Records to process:
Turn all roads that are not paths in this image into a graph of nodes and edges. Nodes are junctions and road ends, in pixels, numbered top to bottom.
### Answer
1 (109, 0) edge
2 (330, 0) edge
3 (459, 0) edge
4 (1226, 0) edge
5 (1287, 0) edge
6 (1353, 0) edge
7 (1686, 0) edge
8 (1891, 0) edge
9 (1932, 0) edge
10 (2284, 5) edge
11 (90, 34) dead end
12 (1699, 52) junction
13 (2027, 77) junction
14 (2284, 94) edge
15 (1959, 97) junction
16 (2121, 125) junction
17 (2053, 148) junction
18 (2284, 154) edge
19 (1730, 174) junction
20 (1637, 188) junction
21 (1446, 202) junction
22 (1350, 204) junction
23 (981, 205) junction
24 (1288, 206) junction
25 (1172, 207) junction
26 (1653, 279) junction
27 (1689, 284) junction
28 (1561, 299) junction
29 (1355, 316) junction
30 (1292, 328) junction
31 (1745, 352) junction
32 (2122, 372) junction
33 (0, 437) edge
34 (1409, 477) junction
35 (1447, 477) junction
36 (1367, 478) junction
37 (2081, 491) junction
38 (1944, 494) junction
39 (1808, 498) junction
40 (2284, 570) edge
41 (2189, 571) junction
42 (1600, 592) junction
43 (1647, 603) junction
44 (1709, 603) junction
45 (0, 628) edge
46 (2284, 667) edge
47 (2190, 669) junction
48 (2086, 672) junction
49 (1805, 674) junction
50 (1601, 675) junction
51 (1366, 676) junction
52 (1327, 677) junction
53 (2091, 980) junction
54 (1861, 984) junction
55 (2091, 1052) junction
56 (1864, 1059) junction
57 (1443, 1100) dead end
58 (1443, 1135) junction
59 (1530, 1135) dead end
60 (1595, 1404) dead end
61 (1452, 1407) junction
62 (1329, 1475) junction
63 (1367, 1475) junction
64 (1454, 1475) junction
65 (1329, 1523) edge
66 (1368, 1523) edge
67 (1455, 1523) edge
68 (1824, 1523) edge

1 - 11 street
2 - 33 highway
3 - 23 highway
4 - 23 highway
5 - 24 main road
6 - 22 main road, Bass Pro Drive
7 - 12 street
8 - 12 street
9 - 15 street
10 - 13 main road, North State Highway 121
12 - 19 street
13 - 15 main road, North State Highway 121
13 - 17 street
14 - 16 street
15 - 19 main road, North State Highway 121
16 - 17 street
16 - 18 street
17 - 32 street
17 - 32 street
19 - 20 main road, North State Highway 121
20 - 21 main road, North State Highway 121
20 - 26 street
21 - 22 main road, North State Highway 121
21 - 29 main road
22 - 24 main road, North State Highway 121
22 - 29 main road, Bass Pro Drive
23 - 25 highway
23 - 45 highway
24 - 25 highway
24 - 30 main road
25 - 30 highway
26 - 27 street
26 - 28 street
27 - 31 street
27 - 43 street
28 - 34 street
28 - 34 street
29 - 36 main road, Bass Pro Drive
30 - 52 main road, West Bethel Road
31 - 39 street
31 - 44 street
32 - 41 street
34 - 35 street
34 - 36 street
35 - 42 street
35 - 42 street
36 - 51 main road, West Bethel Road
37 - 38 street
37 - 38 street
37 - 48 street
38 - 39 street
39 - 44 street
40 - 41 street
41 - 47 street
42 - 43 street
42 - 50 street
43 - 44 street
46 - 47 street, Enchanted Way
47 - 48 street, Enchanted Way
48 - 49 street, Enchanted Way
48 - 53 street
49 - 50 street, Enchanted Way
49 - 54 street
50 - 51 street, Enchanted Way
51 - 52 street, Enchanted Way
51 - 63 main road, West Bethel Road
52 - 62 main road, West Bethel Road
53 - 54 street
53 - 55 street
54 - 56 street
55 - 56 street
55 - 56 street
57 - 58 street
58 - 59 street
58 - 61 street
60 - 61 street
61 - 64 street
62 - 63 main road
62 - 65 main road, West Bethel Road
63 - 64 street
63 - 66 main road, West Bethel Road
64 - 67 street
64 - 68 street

Exercise description: Search the lines above for the string "West", then show every one that has it.

Response to the exercise:
30 - 52 main road, West Bethel Road
36 - 51 main road, West Bethel Road
51 - 63 main road, West Bethel Road
52 - 62 main road, West Bethel Road
62 - 65 main road, West Bethel Road
63 - 66 main road, West Bethel Road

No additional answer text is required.